Menyampaikan topik “Nomor Kontrol Veteriner (NKV) Jaminan Keamanan dan Kesehatan Produk Asal Hewan di Tengah Pandemi COVID-19″, Widagdo mengaku mendapat banyak pertanyaan sebelum webinar di saat pandemi Covid-19, apakah produk-produk asal hewan ini menular? Menurutnya setidaknya dari April 2020 data WHO dan FAO belum ada data atau bukti-bukti yang mendukung bahwa penularan Covid-19 melalui penularan (transmisi) dari makanan atau kemasan.
“Ini yang perlu digarisbawahi. Meski kita dengar RPH di Jerman banyak yang positif juga di Spanyol, tetapi yang menjadi kunci transmisi adalah dari pekerja itu sendiri atau orang-orang yang bekerja disana. Aktivitasnya cukup padat sehingga penularan tetap terjadi. Soal produknya hingga kini belum ada informasi yang membuktikan ditrnasmisikan melalui makanan,” paparnya.
Sementara itu, Prof. Dr. drh. Michael Haryadi Wibowo, M.P, dari Departemen Mikrobiologi, FKH UGM sebagai pembicara kedua mengangkat topik “Coronavirus dan Penyakit Unggas, Kewaspadaan, Pencegahan dan Diagnosa”. Dia mengatakan virus corona ini ada yang beramplop dan tidak. Virus beramplop ini dari lemak atau dengan susunan lipit lemak, dan virus ini memiliki kelemahan mudah dirusak oleh pelarut-pelarut lemak, seperti sabun dan lain-lain.
“Makanya selalu ada anjuran untuk cuci tangan dengan sabun salah satunya, itu untuk virus beramplop yang dari lemak, ketika dicuci dengan sabuk lemak ini akan rusak. Saat rusak maka spike atau penonjolan protein (spike protein), sebagai tempat duduknya inang (reseptor) akan rusak. Menjadikan virus ini tidak fungsional lagi, tak bisa menginveski lagi karena untuk bisa menginveksi harus berikatan,” tuturnya.

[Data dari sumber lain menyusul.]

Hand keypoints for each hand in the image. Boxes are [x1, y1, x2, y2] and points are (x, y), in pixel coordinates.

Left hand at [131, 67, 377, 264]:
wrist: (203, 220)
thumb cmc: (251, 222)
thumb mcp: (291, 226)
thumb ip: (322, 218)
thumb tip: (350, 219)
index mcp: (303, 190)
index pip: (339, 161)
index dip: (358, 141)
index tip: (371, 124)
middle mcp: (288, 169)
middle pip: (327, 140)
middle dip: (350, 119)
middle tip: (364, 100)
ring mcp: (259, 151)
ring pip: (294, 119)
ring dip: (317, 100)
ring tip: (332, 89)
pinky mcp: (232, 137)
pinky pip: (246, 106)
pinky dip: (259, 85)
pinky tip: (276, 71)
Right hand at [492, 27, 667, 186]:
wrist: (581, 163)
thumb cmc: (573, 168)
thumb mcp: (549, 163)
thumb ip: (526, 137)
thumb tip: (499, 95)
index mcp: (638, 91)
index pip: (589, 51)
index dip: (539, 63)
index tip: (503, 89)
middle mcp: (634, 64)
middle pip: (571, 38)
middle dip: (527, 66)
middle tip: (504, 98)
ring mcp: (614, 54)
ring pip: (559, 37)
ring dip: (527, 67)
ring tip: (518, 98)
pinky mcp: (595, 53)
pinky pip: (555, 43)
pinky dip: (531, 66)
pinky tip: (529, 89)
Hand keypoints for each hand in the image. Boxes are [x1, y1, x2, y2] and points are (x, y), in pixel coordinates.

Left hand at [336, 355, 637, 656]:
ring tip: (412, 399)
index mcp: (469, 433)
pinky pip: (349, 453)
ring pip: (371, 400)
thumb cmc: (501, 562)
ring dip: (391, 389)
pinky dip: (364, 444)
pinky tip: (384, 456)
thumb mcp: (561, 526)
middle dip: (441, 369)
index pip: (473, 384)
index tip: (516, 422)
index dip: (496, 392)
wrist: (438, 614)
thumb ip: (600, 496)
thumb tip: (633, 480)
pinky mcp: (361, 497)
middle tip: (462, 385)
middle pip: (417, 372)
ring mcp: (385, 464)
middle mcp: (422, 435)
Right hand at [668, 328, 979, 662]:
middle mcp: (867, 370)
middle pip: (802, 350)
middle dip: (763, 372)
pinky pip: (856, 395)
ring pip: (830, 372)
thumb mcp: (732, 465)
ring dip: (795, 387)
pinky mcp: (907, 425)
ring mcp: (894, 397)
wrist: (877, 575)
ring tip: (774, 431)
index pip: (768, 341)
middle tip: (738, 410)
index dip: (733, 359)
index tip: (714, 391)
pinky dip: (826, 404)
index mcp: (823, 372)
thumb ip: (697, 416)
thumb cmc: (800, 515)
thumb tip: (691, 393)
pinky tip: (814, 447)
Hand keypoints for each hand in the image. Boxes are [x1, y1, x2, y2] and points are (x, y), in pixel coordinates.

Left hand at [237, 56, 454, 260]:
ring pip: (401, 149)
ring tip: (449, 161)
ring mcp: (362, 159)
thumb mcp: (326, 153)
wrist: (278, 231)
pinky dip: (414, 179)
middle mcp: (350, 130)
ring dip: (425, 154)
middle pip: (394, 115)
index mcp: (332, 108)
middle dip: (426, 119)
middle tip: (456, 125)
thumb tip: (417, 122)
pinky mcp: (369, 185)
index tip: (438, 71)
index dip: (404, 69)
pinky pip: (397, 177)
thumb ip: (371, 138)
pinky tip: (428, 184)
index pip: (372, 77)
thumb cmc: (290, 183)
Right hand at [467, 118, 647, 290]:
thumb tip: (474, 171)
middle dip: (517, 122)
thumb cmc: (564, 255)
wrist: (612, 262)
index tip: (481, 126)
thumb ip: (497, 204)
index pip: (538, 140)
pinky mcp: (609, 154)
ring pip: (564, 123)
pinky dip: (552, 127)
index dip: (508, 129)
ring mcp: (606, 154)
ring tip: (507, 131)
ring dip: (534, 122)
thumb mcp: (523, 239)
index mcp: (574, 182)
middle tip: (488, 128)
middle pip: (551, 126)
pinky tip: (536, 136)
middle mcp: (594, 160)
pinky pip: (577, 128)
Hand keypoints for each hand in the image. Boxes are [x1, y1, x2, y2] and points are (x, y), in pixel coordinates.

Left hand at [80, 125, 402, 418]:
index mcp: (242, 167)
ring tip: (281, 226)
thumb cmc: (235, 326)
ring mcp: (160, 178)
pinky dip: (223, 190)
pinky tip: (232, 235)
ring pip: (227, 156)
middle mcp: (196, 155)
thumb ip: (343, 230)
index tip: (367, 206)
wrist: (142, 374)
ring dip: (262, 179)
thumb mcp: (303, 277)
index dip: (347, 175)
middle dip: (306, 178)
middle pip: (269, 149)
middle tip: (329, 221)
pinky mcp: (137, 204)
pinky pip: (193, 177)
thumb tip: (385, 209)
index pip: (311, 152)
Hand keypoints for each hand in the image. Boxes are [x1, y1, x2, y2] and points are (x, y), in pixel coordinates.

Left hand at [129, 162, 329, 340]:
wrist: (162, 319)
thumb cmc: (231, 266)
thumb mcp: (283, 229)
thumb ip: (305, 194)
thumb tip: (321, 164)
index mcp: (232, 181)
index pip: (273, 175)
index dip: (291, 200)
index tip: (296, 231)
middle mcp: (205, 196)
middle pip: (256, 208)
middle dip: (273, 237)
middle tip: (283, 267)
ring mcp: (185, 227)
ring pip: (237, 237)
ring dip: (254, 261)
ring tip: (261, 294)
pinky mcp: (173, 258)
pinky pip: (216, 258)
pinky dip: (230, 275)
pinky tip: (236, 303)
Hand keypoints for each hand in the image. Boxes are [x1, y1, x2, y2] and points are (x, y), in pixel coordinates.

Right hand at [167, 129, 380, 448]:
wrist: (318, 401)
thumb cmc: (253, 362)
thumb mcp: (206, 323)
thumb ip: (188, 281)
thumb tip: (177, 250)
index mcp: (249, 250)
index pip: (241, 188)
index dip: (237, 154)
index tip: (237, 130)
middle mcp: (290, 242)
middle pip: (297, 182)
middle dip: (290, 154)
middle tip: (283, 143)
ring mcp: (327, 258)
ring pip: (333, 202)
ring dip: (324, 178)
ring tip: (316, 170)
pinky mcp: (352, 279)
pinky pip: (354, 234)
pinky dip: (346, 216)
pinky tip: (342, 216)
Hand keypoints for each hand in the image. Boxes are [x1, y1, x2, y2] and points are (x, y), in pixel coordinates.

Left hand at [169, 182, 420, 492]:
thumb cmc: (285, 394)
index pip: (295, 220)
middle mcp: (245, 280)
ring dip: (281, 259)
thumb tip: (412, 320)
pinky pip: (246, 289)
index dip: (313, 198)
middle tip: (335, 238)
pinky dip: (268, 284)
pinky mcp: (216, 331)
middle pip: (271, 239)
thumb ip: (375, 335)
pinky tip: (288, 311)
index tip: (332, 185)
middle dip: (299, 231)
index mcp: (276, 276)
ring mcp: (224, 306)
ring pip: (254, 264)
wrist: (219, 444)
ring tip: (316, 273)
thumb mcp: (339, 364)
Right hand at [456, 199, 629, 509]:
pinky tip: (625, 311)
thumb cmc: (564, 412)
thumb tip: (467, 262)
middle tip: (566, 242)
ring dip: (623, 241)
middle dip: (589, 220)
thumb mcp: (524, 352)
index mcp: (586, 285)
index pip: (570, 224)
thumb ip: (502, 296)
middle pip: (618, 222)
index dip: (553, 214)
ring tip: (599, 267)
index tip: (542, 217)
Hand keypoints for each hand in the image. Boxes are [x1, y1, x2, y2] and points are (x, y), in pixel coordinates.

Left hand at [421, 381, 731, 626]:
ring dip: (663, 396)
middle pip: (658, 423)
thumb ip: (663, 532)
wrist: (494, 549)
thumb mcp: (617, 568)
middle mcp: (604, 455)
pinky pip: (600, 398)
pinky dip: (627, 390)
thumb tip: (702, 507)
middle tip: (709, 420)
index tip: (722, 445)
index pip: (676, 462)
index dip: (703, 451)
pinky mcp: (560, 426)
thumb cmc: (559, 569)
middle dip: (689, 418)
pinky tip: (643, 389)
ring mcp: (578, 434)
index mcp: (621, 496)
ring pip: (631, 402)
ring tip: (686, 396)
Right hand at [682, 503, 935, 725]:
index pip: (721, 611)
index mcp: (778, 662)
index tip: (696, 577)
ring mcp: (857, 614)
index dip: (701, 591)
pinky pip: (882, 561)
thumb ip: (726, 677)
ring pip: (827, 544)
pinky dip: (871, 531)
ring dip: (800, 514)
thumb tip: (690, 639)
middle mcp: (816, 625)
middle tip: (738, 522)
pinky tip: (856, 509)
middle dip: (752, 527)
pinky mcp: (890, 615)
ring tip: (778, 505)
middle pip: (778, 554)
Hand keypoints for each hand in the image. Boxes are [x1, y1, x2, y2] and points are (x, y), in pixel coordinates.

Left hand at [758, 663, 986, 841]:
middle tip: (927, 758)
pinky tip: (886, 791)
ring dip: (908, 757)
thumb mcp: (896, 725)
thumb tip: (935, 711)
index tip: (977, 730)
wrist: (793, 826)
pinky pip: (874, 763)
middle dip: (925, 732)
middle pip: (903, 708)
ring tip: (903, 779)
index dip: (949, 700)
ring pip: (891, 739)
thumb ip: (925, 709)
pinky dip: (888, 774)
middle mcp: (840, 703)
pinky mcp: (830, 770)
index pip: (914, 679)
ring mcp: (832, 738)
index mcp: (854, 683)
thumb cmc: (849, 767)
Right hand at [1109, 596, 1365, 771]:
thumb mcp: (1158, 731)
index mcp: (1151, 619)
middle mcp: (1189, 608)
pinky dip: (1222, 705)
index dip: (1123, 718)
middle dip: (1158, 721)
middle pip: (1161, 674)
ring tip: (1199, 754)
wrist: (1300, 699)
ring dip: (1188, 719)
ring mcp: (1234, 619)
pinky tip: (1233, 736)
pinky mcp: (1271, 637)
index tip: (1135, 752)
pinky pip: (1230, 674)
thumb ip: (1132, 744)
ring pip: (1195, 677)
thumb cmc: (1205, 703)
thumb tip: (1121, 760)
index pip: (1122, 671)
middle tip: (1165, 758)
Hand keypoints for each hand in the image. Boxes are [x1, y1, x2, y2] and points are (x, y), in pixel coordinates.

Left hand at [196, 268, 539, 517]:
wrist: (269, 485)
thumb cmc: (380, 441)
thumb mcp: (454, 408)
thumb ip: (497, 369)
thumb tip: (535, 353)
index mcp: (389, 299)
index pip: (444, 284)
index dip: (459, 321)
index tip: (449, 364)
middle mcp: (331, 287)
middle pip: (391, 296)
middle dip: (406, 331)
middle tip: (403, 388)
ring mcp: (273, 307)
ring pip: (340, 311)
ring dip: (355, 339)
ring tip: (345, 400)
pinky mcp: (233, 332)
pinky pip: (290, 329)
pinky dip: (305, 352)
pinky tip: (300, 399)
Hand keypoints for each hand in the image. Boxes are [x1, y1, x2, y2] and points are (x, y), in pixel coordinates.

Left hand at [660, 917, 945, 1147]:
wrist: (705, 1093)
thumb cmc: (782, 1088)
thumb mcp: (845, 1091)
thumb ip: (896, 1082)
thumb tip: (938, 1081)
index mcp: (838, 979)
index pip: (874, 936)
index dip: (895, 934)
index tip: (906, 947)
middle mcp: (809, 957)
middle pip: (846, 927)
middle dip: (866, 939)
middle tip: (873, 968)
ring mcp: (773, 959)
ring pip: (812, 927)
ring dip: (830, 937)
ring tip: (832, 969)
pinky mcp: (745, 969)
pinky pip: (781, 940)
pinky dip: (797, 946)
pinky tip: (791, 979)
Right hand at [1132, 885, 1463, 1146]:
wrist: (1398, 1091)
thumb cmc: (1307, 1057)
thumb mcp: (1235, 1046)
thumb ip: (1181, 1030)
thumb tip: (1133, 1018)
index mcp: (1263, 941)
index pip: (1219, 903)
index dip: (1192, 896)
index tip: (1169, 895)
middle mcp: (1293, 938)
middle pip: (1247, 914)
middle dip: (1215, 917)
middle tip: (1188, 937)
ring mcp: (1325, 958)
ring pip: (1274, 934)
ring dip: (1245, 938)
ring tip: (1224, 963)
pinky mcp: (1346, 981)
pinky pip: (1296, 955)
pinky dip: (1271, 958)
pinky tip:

Dekan Fakultas Kedokteran Hewan UGM, Prof. Dr. drh. Siti Isrina Oktavia Salasia, mengatakan webinar pengabdian masyarakat secara luas dengan tema jaminan keamanan produk asal hewan dan implikasinya terhadap perekonomian masyarakat terdampak pandemi dalam rangka peringatan Dies UGM ke-74. Webinar diikuti lebih dari 200 peserta terdiri dari para peternak, dinas, mahasiswa, dan praktisi dokter hewan.
“Kita memang tidak mengira sejak 6 bulan yang lalu, tiba-tiba mengalami hal-hal yang sangat mengejutkan, segala sesuatu berubah dengan sangat cepat. Pandemi covid dampaknya tidak hanya di kampus. Meski kampus sepi kita tetap melaksanakan aktivitas online, termasuk kali ini menyelenggarakan pengabdian pada masyarakat dalam rangka kepedulian akibat pandemi Covid-19,” katanya.